■ Provided information ■

★ ★ ★ ★ ★ ★ ★

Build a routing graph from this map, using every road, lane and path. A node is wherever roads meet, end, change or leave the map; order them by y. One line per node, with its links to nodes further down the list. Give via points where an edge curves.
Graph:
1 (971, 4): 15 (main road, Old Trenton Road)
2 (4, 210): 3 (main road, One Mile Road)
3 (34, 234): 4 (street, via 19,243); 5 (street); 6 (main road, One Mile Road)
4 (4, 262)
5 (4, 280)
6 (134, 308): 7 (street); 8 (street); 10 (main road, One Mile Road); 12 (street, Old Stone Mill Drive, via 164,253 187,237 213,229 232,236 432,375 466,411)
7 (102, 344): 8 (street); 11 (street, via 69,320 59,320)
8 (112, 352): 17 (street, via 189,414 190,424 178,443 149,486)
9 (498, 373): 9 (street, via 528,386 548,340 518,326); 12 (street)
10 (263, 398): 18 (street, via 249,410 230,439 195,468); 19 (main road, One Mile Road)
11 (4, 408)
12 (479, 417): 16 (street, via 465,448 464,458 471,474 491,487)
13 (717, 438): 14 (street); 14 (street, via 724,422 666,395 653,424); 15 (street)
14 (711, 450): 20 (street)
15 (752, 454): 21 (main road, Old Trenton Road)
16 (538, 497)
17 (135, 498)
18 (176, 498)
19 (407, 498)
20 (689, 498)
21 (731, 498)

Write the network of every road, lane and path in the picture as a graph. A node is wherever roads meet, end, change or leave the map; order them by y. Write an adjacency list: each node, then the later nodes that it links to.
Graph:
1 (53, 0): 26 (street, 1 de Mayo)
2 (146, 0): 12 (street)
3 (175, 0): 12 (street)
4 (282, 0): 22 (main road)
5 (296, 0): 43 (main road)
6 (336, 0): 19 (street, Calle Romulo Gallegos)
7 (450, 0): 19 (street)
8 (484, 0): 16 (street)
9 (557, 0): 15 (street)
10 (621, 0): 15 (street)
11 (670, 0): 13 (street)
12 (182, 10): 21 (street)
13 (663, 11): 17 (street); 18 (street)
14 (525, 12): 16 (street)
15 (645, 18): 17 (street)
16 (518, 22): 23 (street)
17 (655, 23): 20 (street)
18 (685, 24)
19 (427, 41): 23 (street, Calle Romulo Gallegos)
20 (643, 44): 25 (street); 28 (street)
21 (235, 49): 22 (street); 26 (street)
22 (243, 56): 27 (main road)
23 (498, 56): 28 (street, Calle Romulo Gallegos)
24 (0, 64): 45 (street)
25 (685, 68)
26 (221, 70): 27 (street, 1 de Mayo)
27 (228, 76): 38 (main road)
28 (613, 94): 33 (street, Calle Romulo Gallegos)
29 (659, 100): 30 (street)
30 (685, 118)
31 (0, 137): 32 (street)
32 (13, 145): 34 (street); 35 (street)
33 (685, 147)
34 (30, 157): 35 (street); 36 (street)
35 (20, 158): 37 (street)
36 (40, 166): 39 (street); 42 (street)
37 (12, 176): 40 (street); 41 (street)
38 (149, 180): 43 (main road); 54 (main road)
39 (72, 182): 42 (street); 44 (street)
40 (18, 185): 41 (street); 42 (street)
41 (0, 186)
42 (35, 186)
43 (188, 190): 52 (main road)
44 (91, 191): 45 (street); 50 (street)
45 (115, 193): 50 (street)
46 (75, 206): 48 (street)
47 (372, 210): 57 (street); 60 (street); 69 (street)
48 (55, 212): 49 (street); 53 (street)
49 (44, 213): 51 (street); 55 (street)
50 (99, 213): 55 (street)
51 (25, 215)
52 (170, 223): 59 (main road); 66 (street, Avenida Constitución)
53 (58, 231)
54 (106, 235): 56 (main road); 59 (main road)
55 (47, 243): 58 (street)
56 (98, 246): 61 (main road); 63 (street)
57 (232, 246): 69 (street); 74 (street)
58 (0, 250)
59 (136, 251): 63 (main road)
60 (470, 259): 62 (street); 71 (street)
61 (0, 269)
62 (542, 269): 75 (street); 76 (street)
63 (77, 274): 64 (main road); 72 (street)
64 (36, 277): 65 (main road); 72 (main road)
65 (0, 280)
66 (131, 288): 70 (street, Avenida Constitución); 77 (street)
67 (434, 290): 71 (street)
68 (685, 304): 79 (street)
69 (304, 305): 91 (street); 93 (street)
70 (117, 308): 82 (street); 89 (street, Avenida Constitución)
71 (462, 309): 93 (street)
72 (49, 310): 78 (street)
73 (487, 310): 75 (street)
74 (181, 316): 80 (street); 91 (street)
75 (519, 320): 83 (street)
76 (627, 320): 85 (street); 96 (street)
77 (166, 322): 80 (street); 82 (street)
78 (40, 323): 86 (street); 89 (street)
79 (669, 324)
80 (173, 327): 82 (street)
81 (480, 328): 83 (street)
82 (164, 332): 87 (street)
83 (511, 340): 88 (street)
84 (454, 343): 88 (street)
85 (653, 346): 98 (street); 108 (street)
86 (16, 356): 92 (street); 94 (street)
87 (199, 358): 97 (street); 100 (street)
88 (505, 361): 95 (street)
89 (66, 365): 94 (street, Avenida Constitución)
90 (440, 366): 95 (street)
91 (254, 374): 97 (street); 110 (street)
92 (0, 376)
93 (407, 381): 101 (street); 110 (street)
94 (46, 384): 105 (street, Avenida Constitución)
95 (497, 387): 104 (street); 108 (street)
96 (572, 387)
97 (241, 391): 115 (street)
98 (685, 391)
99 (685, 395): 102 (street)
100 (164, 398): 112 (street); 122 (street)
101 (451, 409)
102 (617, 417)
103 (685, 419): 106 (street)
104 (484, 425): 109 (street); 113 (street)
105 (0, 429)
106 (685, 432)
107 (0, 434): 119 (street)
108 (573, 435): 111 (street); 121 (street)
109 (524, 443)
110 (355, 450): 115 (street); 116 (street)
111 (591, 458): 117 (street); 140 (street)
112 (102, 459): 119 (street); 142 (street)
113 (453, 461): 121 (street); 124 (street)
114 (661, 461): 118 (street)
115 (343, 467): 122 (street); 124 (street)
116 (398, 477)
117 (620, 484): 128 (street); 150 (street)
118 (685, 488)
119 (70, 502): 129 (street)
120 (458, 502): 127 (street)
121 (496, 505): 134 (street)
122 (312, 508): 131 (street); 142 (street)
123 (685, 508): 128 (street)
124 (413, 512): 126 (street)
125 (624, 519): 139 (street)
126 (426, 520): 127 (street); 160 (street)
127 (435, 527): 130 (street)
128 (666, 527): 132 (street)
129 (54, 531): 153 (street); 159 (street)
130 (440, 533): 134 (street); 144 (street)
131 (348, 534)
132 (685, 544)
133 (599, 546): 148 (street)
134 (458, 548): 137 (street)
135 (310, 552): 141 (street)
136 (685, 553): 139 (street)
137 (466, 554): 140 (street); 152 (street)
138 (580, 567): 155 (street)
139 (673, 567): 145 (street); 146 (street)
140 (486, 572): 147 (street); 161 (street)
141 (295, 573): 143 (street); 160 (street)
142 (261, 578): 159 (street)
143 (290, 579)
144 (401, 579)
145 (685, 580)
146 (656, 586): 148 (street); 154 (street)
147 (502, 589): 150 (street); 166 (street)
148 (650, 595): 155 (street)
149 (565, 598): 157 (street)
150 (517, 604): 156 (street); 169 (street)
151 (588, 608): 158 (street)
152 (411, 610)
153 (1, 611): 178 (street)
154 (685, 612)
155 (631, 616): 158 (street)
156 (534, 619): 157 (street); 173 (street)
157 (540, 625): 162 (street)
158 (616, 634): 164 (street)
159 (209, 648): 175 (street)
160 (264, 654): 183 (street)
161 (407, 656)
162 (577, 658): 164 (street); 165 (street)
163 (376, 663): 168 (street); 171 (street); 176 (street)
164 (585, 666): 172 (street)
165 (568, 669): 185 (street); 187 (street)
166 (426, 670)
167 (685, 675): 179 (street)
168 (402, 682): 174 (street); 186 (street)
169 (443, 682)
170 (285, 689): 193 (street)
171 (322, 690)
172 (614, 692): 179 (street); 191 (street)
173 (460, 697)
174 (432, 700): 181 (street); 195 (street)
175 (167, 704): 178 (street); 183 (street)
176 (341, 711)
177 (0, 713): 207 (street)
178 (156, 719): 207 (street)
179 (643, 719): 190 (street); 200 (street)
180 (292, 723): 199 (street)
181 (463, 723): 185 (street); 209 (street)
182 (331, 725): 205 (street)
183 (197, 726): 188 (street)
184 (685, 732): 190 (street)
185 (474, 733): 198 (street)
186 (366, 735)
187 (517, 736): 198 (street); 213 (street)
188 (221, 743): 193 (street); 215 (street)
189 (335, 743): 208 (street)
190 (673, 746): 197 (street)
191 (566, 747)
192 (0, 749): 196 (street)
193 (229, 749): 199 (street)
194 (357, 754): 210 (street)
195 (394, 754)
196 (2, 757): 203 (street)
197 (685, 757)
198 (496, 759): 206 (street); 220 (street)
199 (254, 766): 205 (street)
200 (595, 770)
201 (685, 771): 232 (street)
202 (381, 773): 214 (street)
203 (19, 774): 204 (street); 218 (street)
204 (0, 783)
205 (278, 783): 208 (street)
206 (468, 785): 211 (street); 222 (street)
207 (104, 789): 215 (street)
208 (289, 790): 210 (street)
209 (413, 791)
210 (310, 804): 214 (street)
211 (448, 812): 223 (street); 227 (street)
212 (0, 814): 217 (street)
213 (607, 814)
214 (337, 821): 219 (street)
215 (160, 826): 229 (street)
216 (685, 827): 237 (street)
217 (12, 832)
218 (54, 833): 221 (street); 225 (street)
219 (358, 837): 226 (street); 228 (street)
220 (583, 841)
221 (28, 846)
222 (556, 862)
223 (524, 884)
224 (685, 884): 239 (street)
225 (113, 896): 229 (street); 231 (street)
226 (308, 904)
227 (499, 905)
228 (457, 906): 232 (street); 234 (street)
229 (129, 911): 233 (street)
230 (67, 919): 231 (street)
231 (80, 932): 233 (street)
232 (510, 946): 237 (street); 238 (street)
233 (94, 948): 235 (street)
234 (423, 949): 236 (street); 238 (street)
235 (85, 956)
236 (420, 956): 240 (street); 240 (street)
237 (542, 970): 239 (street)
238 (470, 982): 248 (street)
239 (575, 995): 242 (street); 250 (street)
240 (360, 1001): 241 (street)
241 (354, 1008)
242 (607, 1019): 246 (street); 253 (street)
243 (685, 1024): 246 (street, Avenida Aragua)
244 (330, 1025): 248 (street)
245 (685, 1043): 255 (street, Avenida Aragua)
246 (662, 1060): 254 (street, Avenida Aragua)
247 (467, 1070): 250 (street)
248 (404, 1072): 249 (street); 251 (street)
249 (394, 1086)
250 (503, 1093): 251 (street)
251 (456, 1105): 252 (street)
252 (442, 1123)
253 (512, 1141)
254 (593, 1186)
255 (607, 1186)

★ ★ ★ ★ ★ ★ ★

■ What to work on ■
Return every line from the records above that holds the word "Avenida".

■ Result of the exercise ■
52 (170, 223): 59 (main road); 66 (street, Avenida Constitución)
66 (131, 288): 70 (street, Avenida Constitución); 77 (street)
70 (117, 308): 82 (street); 89 (street, Avenida Constitución)
89 (66, 365): 94 (street, Avenida Constitución)
94 (46, 384): 105 (street, Avenida Constitución)
243 (685, 1024): 246 (street, Avenida Aragua)
245 (685, 1043): 255 (street, Avenida Aragua)
246 (662, 1060): 254 (street, Avenida Aragua)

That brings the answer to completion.